Apogee buys prime OASIS contract

0
2251

One Colorado Springs defense contractor took an unusual approach when it was not chosen to be a prime contractor under the OASIS vehicle.

When Apogee Engineering didn’t meet the government’s criteria, it was a big surprise.

“We were caught off guard,” said CEO Wes Georges. “We applied for it, and we didn’t make it through the process.”

OASIS is government-speak for “One Acquisition Solution for Integrated Services,” a 2½-year-old method of deciding who can bid on federal contracts in all areas of the federal government. The OASIS contract for small businesses works like this: Businesses apply and if they meet government standards, they can bid as prime contractors for future government work. If they don’t obtain approval, they are locked out of the bidding process.

Andy Merritt, chief defense officer for the Colorado Springs Chamber of Commerce & EDC, said the move to OASIS is a problem for many local companies.

“I know from talking to companies here locally that this whole OASIS contract is a huge issue,” Merritt said. “Having companies that are able to prime under it, under all the different categories, is important to us, because the work would go somewhere else otherwise.”

But Apogee wasn’t stalled for long. It examined its options, one of which was accepting a subcontractor position for work that it’s been doing for years. But then the company came up with another: buying a prime contract.

Apogee’s expertise falls under OASIS pool one, which houses engineering services, weapon systems and cybersecurity. It’s where the government is spending most of its money, Georges said.

“We didn’t want to act as a sub on contracts that we held as prime before — that means half your business goes to the prime,” Georges said. “So we set Bobby up to find a solution.”
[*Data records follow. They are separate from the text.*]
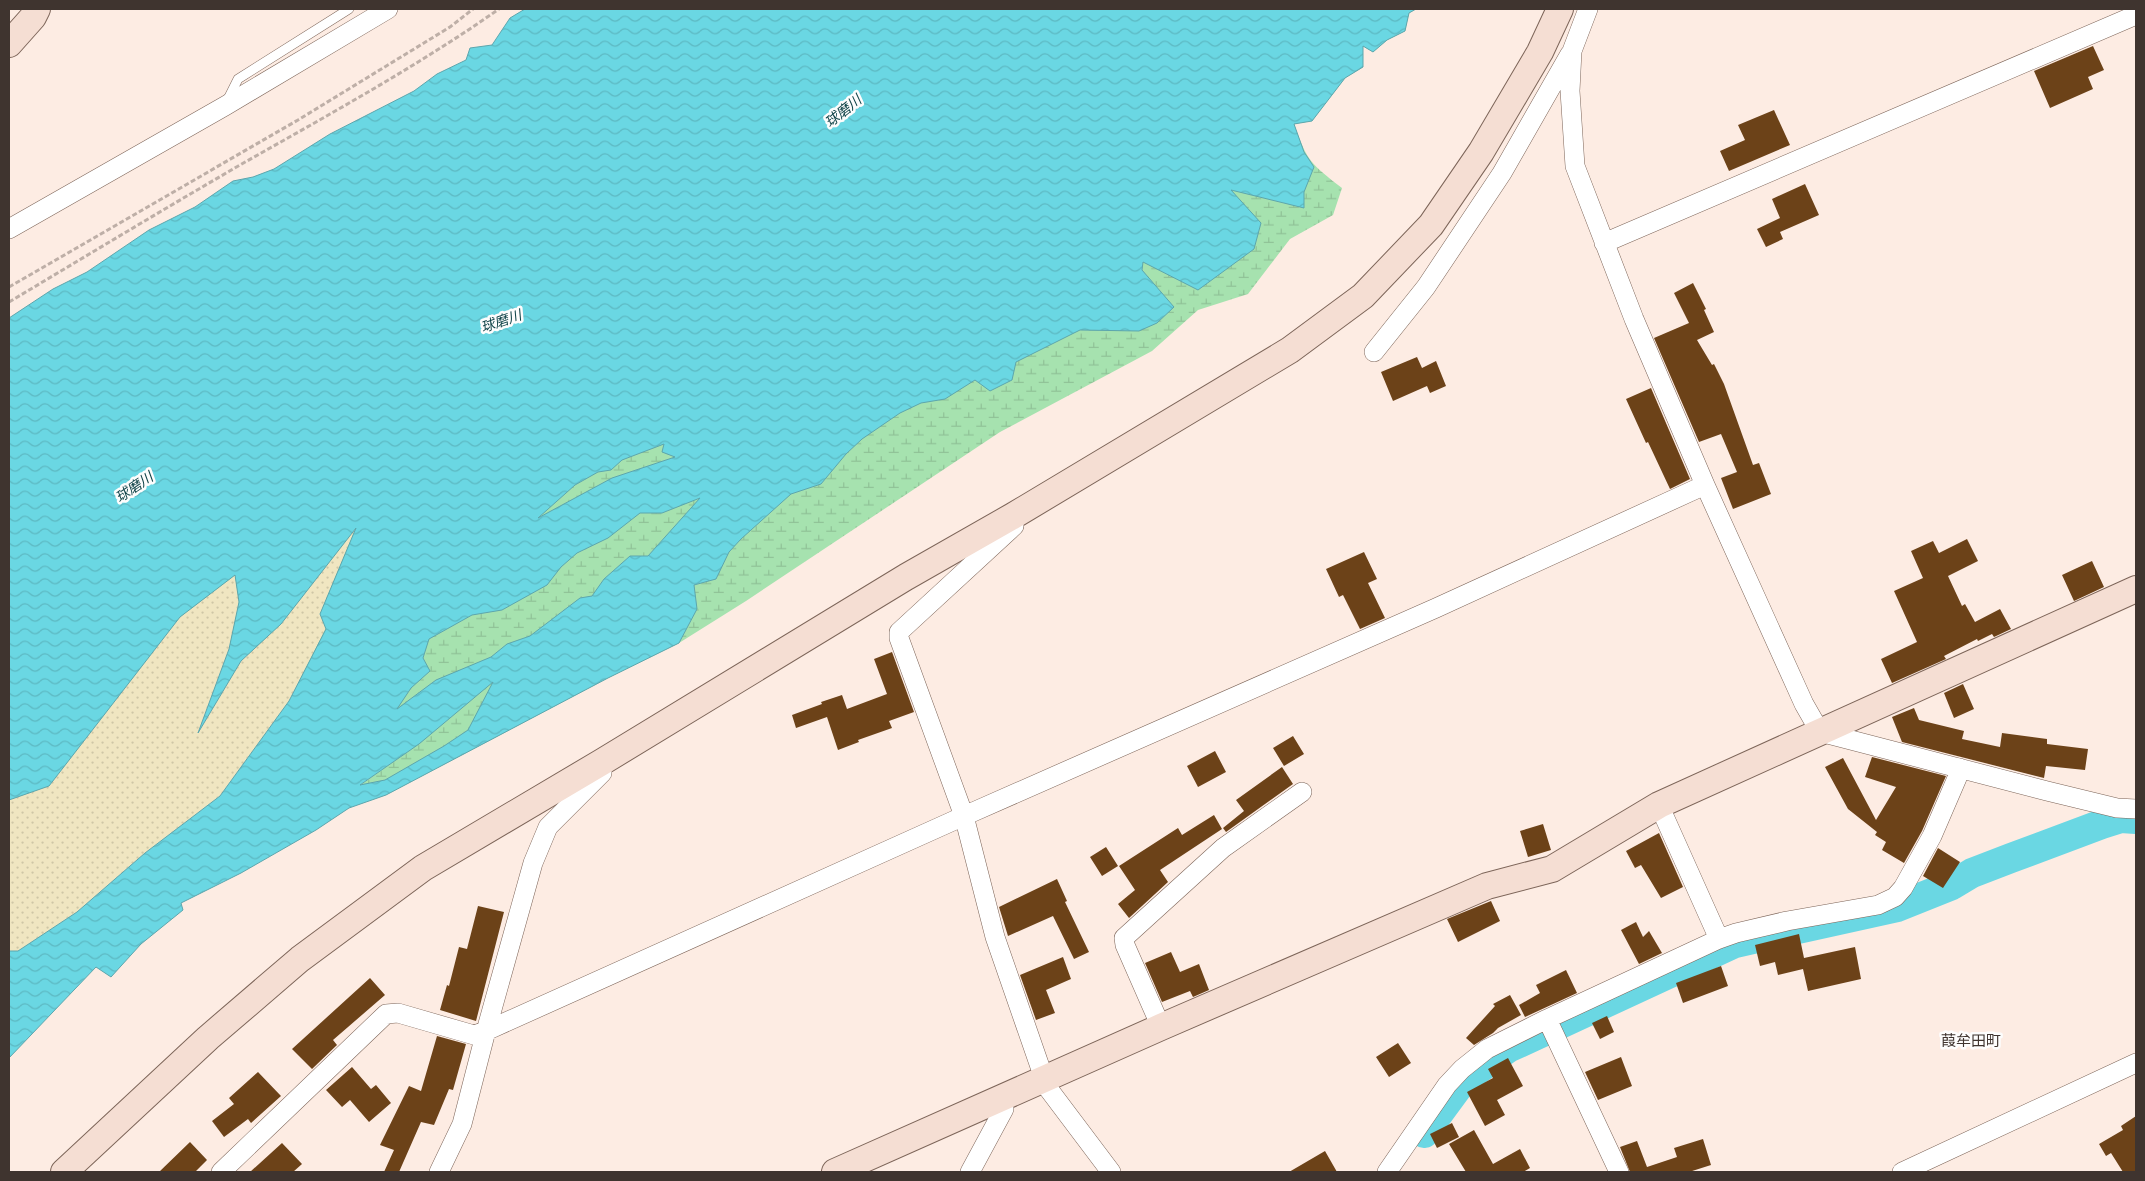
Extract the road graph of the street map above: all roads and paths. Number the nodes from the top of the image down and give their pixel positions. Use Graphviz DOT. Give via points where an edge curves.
graph roads {
  1 [pos="37,9"];
  2 [pos="349,9"];
  3 [pos="388,9"];
  4 [pos="473,9"];
  5 [pos="499,9"];
  6 [pos="1560,9"];
  7 [pos="1588,9"];
  8 [pos="2136,15"];
  9 [pos="9,44"];
  10 [pos="1572,51"];
  11 [pos="224,106"];
  12 [pos="9,229"];
  13 [pos="1604,243"];
  14 [pos="9,287"];
  15 [pos="9,302"];
  16 [pos="1374,352"];
  17 [pos="1705,485"];
  18 [pos="1013,516"];
  19 [pos="2136,589"];
  20 [pos="1820,732"];
  21 [pos="602,762"];
  22 [pos="1960,768"];
  23 [pos="1302,792"];
  24 [pos="1660,805"];
  25 [pos="2136,808"];
  26 [pos="964,816"];
  27 [pos="1720,939"];
  28 [pos="1547,1019"];
  29 [pos="1161,1027"];
  30 [pos="486,1031"];
  31 [pos="2136,1063"];
  32 [pos="1045,1079"];
  33 [pos="1001,1098"];
  34 [pos="227,1170"];
  35 [pos="64,1172"];
  36 [pos="439,1172"];
  37 [pos="835,1172"];
  38 [pos="970,1172"];
  39 [pos="1111,1172"];
  40 [pos="1387,1172"];
  41 [pos="1619,1172"];
  42 [pos="1902,1172"];
  1 -- 9 [label="street"];
  2 -- 11 [label="lane" via="238,79"];
  3 -- 11 [label="street"];
  4 -- 14 [label="path" via="450,27 298,120"];
  5 -- 15 [label="path" via="457,39"];
  6 -- 18 [label="street" via="1540,52 1481,152 1431,225 1362,296 1290,350"];
  7 -- 10 [label="street"];
  8 -- 13 [label="street"];
  10 -- 13 [label="street" via="1570,91 1575,166"];
  10 -- 16 [label="street" via="1502,173 1426,287"];
  11 -- 12 [label="street"];
  13 -- 17 [label="street"];
  17 -- 20 [label="street" via="1804,704"];
  17 -- 26 [label="street" via="1436,608"];
  18 -- 21 [label="street" via="906,577"];
  18 -- 26 [label="street" via="1014,526 899,632"];
  19 -- 20 [label="street"];
  20 -- 22 [label="street"];
  20 -- 24 [label="street"];
  21 -- 30 [label="street" via="602,773 548,827 533,863"];
  21 -- 35 [label="street" via="424,868 300,959 208,1038"];
  22 -- 25 [label="street" via="2117,808"];
  22 -- 27 [label="street" via="1932,836 1895,897 1878,905 1787,921"];
  23 -- 29 [label="street" via="1223,848 1124,938"];
  24 -- 27 [label="street"];
  24 -- 29 [label="street" via="1552,869 1487,886"];
  26 -- 30 [label="street"];
  26 -- 32 [label="street" via="995,937"];
  27 -- 28 [label="street"];
  28 -- 40 [label="street" via="1487,1049 1462,1069 1447,1085"];
  28 -- 41 [label="street"];
  29 -- 32 [label="street"];
  30 -- 34 [label="street" via="474,1035 398,1013 386,1014"];
  30 -- 36 [label="street" via="462,1124"];
  31 -- 42 [label="street"];
  32 -- 33 [label="street"];
  32 -- 39 [label="street" via="1047,1087"];
  33 -- 37 [label="street"];
  33 -- 38 [label="street" via="1004,1109"];
}
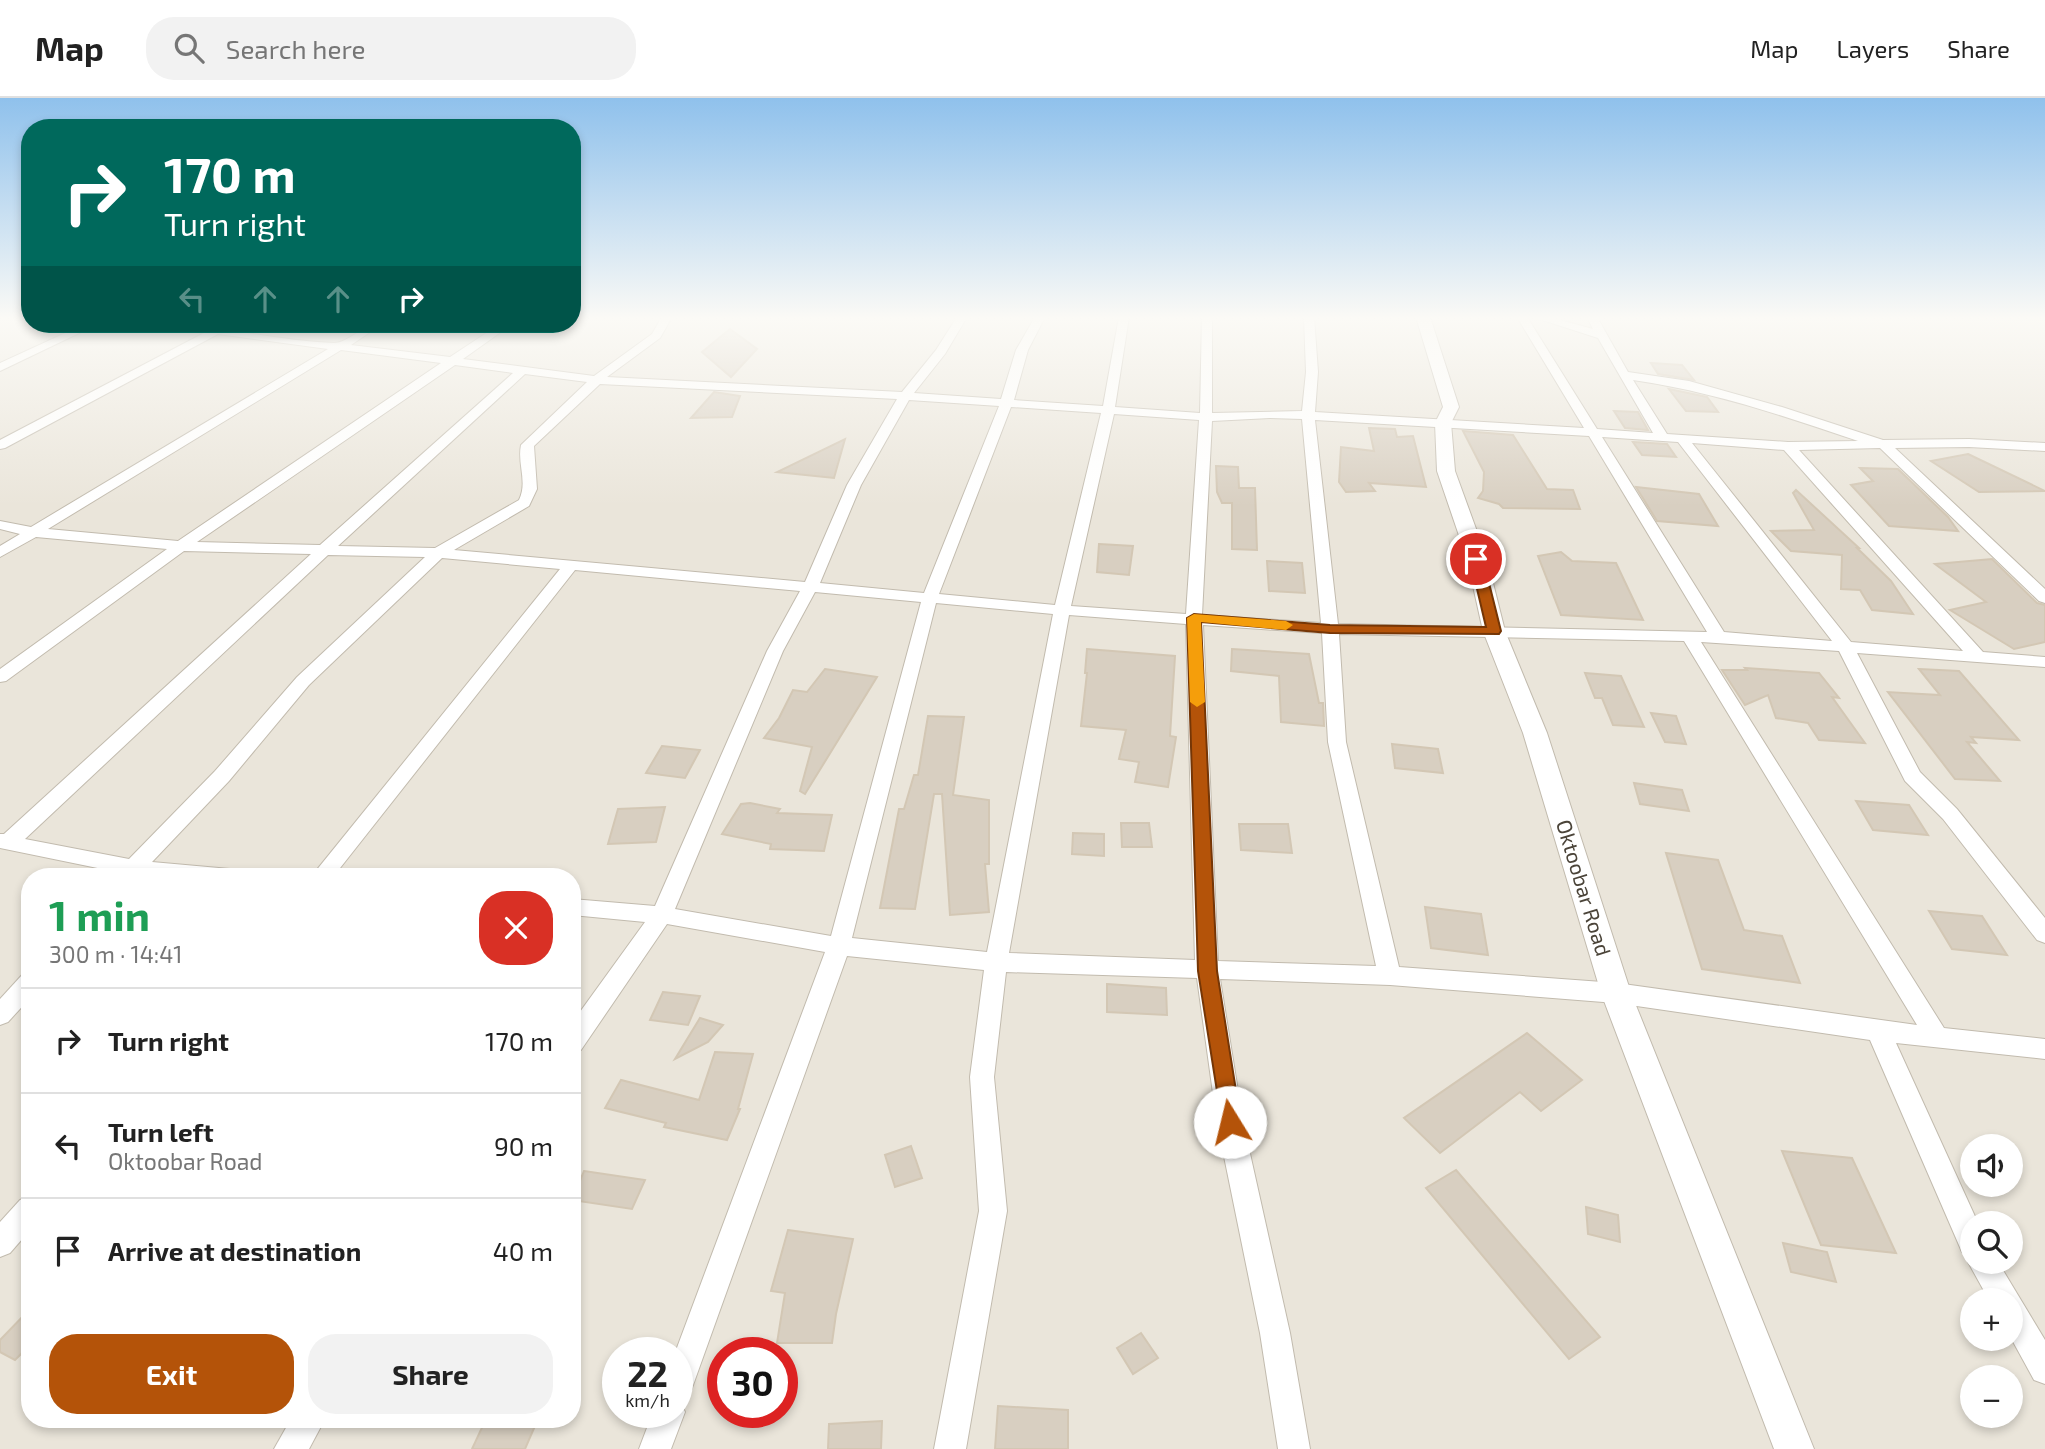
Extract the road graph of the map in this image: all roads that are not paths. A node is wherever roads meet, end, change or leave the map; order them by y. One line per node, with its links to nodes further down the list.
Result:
1 (123, 380): 24 (street)
2 (284, 380): 29 (street)
3 (425, 380): 30 (street)
4 (512, 380): 31 (street)
5 (599, 380): 15 (street); 33 (street)
6 (918, 380): 15 (street)
7 (1012, 380): 16 (street)
8 (1113, 380): 17 (street)
9 (1206, 380): 19 (street)
10 (1311, 380): 18 (street)
11 (1443, 380): 20 (street, Oktoobar Road)
12 (1561, 380): 21 (street)
13 (1627, 380): 22 (street)
14 (1658, 380): 26 (street)
15 (905, 396): 16 (street); 35 (street)
16 (1005, 403): 17 (street); 36 (street)
17 (1108, 411): 19 (street); 38 (street)
18 (1308, 415): 19 (street); 20 (street); 40 (street)
19 (1206, 417): 39 (street)
20 (1443, 423): 21 (street); 41 (street, Oktoobar Road)
21 (1594, 433): 22 (street); 43 (street)
22 (1663, 438): 23 (street)
23 (1682, 439): 25 (street); 44 (street)
24 (0, 445)
25 (1788, 446): 26 (street); 45 (street)
26 (1884, 446): 27 (street); 37 (street)
27 (2045, 447)
28 (0, 525): 29 (street)
29 (33, 532): 30 (street); 32 (street)
30 (181, 546): 31 (street); 47 (street)
31 (324, 550): 33 (street); 48 (street)
32 (0, 552)
33 (438, 553): 34 (street); 50 (street)
34 (572, 564): 35 (street); 51 (street)
35 (810, 585): 36 (street); 53 (street)
36 (930, 597): 38 (street); 55 (street)
37 (2045, 598)
38 (1062, 610): 39 (street); 56 (street)
39 (1194, 618): 40 (street); 57 (street)
40 (1330, 629): 41 (street); 58 (street)
41 (1494, 631): 42 (street); 60 (street, Oktoobar Road)
42 (1689, 636): 43 (street); 64 (street)
43 (1719, 637): 44 (street)
44 (1845, 646): 45 (street); 54 (street)
45 (1978, 657): 46 (street)
46 (2045, 662)
47 (0, 677)
48 (4, 842): 49 (street)
49 (112, 868)
50 (133, 868)
51 (328, 868)
52 (581, 908): 53 (street)
53 (662, 915): 55 (street); 62 (street)
54 (2045, 934)
55 (839, 946): 56 (street); 70 (street)
56 (996, 961): 57 (street); 76 (street)
57 (1207, 971): 58 (street); 77 (street)
58 (1390, 976): 60 (street)
59 (21, 992): 61 (street)
60 (1616, 993): 63 (street); 78 (street, Oktoobar Road)
61 (0, 1015)
62 (581, 1030)
63 (1878, 1031): 64 (street); 66 (street)
64 (1937, 1037): 65 (street)
65 (2045, 1049)
66 (1960, 1215)
67 (21, 1219): 68 (street)
68 (0, 1243)
69 (2023, 1331): 71 (street)
70 (693, 1344)
71 (2045, 1369)
72 (304, 1428): 74 (street)
73 (662, 1428): 75 (street)
74 (290, 1449)
75 (655, 1449)
76 (950, 1449)
77 (1294, 1449)
78 (1794, 1449)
Bob Veazey is director of business development at Apogee. His job was to find a company approved under the OASIS contract that wasn’t using the vehicle.

Georges explains it like this: “They are sitting on a gold mine, and they know it. But they don’t have any intention of digging in the ground to get the gold. We have that intention and that expertise.”

Of the 43 companies approved for OASIS contracts in pool one, Veazey contacted 25. Some didn’t respond; some declined the invitation to partner. But one California company agreed to the “novation contract,” essentially a contract to replace a party to an agreement with a new party. Terms of the purchase weren’t made public.

In other words, Georges said, Apogee bought out the California company’s prime OASIS contract for pool one.

“It’s rare,” Veazey said. “I found three instances that this has been done under OASIS.”

Essentially, it’s a partnership: Apogee will be listed as an OASIS contractor sometime in the next few weeks, and the two companies will partner on bids, giving both of them wider expertise. The government was actually helpful with the process, Veazey said.

“They are doing a lot of things we aren’t,” he said. “They were involved [using OASIS] with the Department of Labor, the Department of Energy — they weren’t using the DoD side at all.”

But that’s the side Apogee was involved with — the company has local contracts with the Air Force Academy, NORAD at Peterson Air Force Base and the 50th Space Wing at Schriever AFB, as well as a host of DoD contracts across the country.

“The DoD has indicated it will spend about $400 million on OASIS this year,” Georges said. “They’ve moved more and more to OASIS as a contract vehicle.”

The top 10 contract holders under OASIS have contracts around $20 million each, he said.

“It’s going to keep us in business,” Georges said. “And now, we’re looking for partners. We want to keep jobs here,” he said. “We want to make sure those jobs stay here — not just our employees, but other companies too.”

Merritt said the prime contract was important not only to Apogee, but also to the rest of the defense contracting community.

“It’s an opportunity to grow,” he said. “The more work they win with OASIS, we have the opportunity to increase the labor pool. And if a small business headquartered here is a prime contractor, it’s a signal of the strength and health of our defense sector. Those small businesses are very innovative, very competitive.”

Delta Solutions & Strategies is the only other local company with a prime contract. It operates in pool tow, which covers financial services and accounting.

Apogee has advisory and assistance contracts with the Army and Air Force, but also has expertise in weapon systems, cybersecurity and engineering. For information about partnering with the local firm, go to Apogee’s website at apogeeengineering.net.

(Editor’s note: Amy G. Sweet worked as a contractor for Apogee Engineering from 2013 to 2015.)